- **Your instructions**
Identify all lines of the data containing the string "leave" and copy them.
··· Source material
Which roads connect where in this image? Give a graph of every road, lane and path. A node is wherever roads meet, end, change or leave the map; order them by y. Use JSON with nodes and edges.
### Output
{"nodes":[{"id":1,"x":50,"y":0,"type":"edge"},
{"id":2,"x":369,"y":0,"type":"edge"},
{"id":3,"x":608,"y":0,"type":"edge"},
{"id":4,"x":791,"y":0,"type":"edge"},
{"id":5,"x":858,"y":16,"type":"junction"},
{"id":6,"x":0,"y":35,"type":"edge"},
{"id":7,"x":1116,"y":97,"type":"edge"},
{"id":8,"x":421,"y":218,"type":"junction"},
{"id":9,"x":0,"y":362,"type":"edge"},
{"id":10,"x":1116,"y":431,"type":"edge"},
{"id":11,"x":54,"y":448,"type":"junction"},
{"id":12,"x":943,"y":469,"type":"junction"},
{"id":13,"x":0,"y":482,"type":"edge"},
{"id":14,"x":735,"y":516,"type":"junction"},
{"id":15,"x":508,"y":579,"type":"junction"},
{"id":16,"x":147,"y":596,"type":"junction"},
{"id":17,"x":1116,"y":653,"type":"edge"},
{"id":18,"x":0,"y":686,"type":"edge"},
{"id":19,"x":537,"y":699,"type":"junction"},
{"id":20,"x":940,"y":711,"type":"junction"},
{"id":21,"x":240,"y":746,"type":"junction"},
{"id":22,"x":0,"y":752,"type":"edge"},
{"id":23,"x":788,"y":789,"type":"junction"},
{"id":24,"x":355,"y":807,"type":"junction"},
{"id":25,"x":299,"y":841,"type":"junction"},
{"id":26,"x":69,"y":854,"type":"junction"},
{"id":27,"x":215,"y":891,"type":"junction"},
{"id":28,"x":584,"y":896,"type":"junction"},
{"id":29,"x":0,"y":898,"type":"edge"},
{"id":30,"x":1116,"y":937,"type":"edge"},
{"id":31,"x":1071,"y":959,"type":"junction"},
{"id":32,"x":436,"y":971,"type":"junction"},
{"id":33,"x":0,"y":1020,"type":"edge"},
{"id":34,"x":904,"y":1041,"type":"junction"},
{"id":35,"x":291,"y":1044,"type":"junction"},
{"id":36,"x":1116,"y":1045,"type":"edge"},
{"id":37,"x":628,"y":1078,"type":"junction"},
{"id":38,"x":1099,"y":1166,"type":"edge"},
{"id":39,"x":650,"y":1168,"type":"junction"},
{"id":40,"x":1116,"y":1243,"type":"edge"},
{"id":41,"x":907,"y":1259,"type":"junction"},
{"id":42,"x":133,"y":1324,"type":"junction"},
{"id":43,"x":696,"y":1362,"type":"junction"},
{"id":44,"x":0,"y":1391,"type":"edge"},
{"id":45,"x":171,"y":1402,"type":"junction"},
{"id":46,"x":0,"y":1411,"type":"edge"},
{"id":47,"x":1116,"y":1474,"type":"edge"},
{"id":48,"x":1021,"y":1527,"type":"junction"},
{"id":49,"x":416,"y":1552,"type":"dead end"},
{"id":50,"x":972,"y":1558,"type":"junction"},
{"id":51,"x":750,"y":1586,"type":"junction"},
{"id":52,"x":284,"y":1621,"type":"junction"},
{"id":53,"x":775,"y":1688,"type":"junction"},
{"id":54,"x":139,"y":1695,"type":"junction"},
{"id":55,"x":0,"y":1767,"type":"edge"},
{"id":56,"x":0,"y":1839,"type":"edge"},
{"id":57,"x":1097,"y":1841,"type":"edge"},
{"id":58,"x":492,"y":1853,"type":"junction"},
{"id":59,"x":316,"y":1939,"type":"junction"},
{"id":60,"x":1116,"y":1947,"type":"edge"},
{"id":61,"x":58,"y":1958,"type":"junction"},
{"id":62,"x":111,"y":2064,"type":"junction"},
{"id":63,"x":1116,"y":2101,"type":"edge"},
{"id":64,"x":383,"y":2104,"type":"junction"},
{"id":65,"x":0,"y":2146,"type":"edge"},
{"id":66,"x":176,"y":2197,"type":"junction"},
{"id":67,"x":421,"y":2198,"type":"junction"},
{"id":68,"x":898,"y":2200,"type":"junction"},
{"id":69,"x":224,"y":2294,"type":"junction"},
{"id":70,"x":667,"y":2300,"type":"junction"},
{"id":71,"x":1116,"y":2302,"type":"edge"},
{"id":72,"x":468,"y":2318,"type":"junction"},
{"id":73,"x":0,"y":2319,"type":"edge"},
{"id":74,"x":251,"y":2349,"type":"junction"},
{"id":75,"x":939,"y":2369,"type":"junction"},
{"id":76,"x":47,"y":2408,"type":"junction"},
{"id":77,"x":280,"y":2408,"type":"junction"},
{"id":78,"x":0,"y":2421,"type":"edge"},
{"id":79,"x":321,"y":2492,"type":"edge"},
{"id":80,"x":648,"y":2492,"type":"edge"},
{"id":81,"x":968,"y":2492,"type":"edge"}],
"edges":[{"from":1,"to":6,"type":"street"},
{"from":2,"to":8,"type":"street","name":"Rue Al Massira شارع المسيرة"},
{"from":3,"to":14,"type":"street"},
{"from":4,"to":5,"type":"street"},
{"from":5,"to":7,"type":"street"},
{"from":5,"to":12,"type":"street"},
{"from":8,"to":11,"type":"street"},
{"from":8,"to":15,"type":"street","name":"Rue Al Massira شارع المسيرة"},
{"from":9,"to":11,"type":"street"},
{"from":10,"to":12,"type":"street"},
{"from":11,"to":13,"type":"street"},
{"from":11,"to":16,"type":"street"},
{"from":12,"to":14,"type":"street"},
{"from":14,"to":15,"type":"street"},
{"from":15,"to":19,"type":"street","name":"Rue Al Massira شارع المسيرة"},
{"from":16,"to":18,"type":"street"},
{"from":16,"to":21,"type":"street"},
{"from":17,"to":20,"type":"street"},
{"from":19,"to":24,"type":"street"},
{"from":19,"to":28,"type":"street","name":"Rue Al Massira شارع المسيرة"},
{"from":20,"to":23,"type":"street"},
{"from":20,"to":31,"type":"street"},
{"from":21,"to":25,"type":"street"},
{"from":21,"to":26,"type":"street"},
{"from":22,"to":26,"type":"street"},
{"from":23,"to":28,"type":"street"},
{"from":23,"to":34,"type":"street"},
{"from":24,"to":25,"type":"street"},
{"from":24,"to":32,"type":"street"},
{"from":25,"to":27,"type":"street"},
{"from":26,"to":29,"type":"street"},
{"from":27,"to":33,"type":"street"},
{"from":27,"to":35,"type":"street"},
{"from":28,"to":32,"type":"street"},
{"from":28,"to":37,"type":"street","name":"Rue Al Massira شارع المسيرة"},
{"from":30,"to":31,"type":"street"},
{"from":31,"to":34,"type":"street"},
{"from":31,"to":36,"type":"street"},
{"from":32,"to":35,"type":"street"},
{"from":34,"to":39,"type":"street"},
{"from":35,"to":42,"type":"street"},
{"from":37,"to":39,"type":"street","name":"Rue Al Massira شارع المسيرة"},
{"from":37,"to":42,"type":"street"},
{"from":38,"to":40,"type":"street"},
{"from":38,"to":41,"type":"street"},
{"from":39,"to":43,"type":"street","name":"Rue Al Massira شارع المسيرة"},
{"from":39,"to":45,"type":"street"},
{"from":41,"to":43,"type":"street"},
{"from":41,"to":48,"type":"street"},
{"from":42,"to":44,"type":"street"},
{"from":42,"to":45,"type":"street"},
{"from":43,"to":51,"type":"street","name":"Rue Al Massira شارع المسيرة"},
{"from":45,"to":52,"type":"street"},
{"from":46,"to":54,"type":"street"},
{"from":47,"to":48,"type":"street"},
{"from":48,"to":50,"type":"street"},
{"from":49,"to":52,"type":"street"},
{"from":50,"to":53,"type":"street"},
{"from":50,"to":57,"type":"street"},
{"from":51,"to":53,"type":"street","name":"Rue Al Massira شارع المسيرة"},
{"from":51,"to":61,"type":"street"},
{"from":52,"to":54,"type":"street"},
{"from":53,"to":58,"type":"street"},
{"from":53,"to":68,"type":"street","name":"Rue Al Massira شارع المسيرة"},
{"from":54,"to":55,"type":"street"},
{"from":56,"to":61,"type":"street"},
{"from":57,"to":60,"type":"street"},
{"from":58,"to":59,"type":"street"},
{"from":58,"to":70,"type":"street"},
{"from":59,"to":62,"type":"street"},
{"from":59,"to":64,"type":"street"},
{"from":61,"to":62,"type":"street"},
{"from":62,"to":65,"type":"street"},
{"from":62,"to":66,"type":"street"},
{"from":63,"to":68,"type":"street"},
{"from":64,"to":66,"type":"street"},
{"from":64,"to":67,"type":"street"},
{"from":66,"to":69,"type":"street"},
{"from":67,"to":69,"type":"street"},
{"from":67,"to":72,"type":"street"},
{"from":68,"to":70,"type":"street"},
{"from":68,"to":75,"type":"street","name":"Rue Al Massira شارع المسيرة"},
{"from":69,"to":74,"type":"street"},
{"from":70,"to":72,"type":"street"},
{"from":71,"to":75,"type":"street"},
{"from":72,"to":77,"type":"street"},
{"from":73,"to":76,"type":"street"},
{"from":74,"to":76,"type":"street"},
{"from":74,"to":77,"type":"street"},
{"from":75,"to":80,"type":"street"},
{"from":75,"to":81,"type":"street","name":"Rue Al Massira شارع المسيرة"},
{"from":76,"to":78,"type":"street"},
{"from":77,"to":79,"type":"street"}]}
······
··· Source material
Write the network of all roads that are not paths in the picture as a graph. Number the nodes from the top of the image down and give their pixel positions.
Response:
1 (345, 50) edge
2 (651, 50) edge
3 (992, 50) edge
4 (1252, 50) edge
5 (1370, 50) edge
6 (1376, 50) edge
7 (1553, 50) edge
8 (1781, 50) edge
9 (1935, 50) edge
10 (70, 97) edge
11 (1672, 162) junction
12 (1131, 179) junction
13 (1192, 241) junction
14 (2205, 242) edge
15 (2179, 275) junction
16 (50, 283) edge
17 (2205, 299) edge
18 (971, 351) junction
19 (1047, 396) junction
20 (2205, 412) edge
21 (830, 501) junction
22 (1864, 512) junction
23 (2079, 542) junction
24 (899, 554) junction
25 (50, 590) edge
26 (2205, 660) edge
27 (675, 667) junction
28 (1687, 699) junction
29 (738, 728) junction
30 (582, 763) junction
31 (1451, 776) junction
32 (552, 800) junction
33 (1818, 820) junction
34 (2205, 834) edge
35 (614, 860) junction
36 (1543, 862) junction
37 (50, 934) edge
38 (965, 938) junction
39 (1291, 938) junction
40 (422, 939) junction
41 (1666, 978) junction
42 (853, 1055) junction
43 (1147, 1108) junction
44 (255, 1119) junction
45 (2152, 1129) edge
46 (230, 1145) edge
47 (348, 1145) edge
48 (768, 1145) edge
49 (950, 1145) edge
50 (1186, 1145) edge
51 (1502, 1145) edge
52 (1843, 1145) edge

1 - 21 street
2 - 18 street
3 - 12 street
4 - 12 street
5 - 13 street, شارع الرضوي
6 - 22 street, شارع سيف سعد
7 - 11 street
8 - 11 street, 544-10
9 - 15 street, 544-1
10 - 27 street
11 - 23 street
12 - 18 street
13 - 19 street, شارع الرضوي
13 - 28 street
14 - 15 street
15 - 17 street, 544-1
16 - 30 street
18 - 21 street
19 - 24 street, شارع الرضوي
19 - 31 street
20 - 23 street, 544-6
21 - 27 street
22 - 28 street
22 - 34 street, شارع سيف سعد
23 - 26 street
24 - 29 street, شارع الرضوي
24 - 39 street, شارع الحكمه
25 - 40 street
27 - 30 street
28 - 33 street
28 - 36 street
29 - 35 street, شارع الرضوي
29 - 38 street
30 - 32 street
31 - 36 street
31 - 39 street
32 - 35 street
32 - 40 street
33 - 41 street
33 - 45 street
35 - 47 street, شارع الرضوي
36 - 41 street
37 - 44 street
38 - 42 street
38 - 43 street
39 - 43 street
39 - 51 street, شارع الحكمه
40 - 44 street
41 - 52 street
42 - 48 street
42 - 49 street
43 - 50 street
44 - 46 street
······
··· Source material
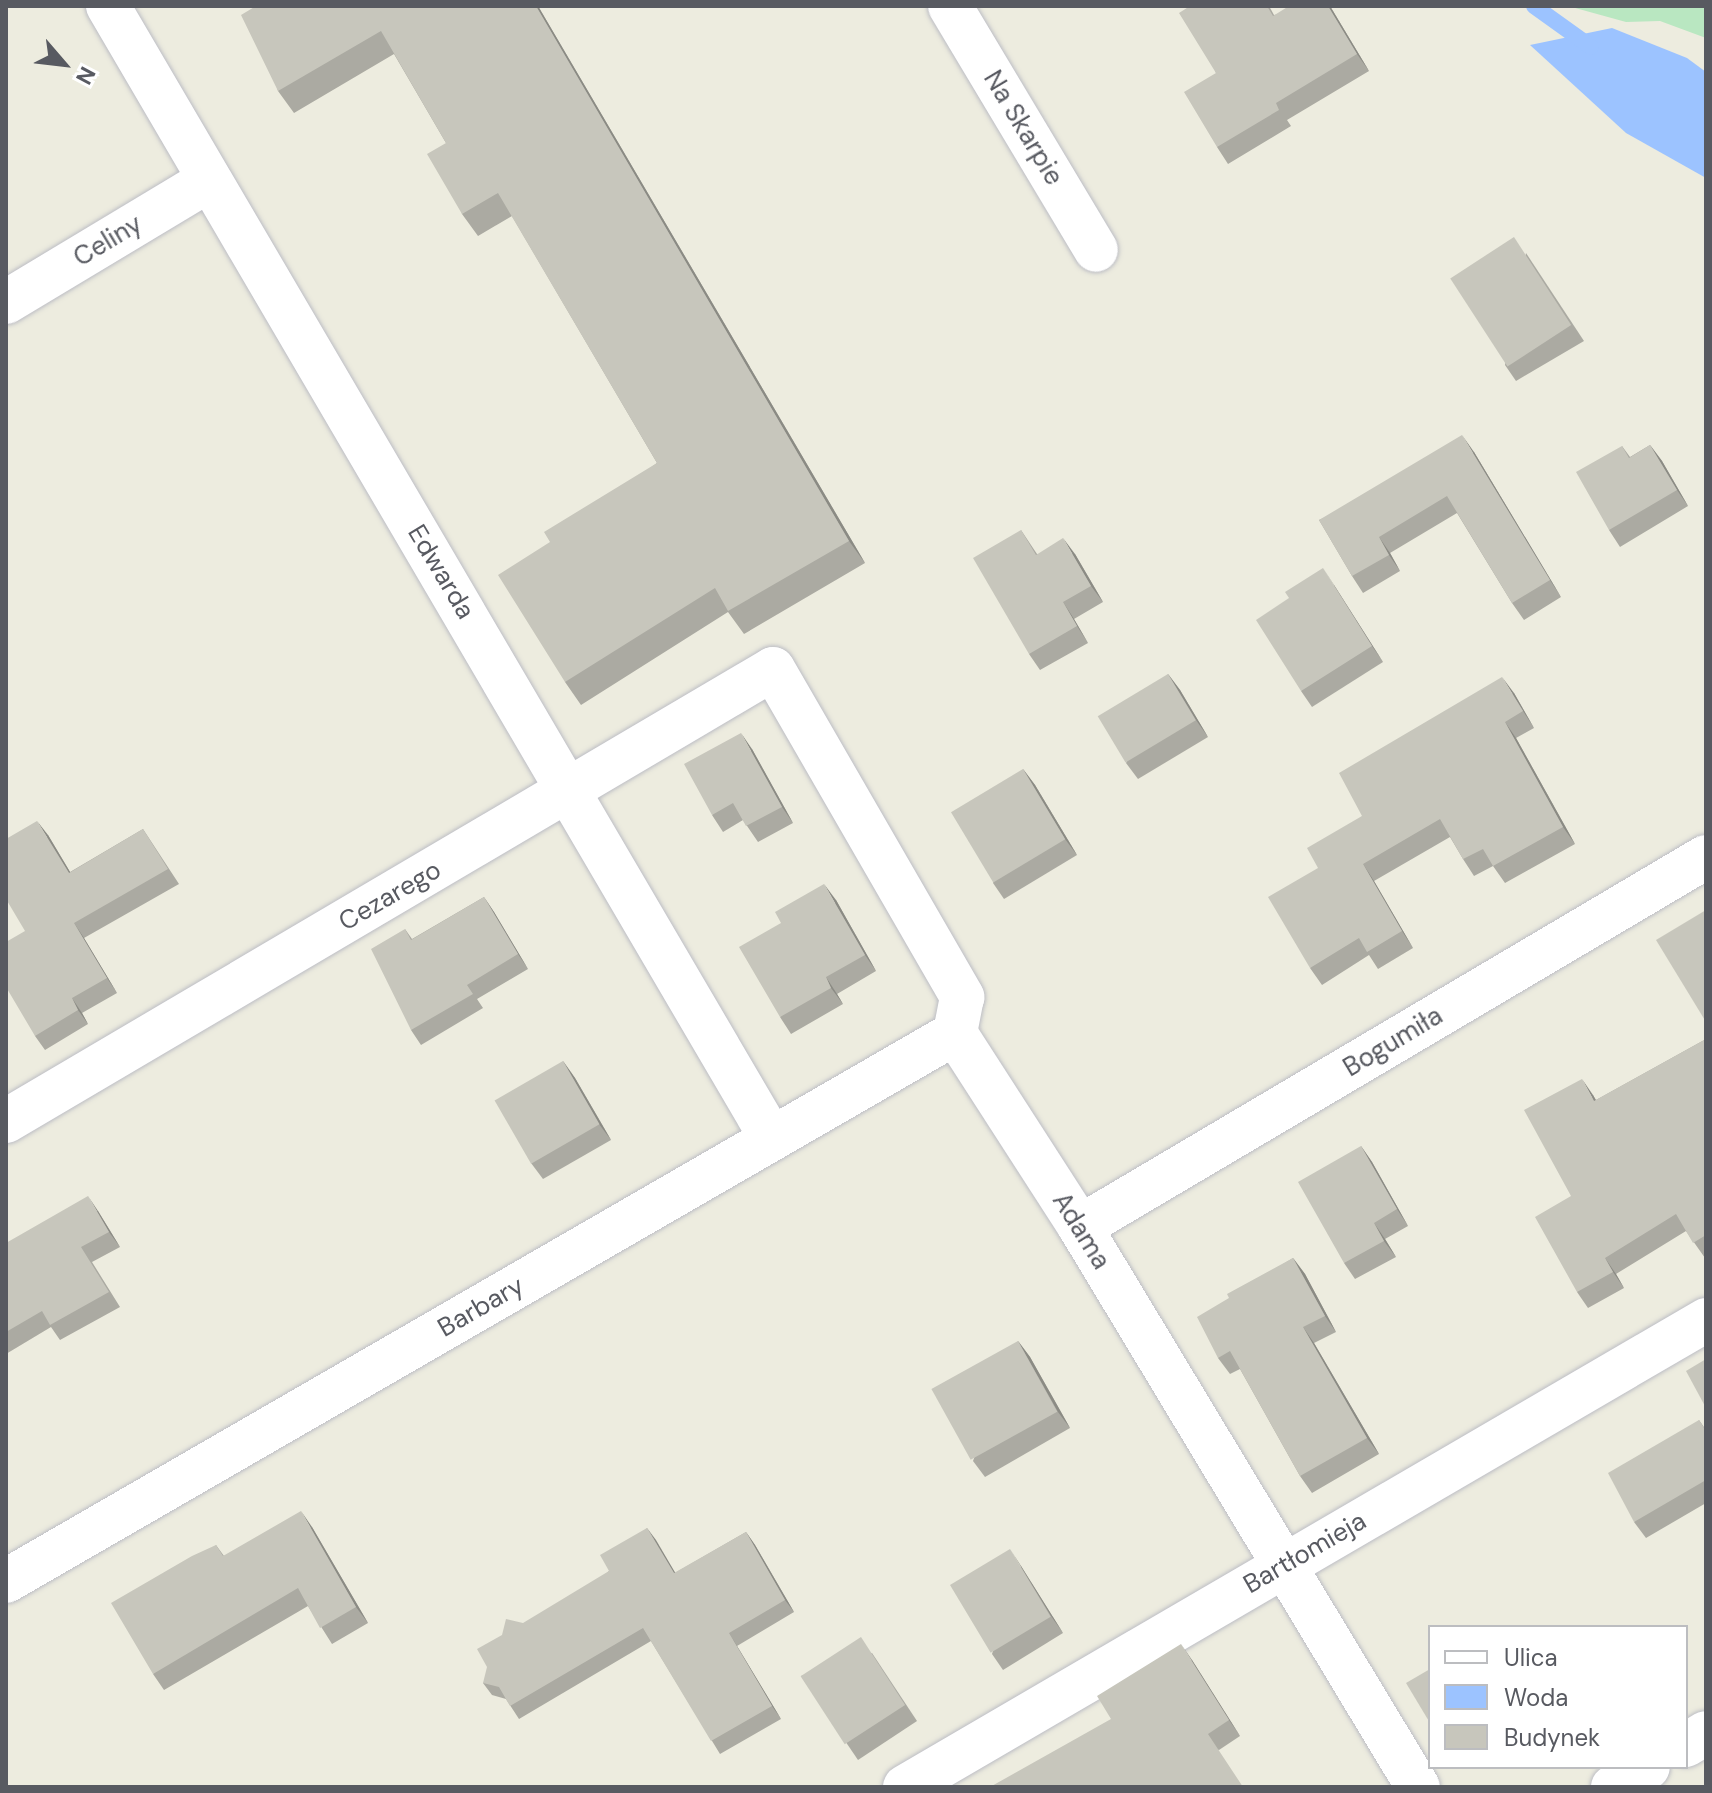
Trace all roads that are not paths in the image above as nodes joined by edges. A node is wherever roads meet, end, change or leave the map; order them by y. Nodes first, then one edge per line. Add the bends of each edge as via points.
······
- **Answer section**
Which roads connect where in this image? Give a graph of every road, lane and path. A node is wherever roads meet, end, change or leave the map; order them by y. Use JSON with nodes and edges.
Trace all roads that are not paths in the image above as nodes joined by edges. A node is wherever roads meet, end, change or leave the map; order them by y. Nodes first, then one edge per line. Add the bends of each edge as via points.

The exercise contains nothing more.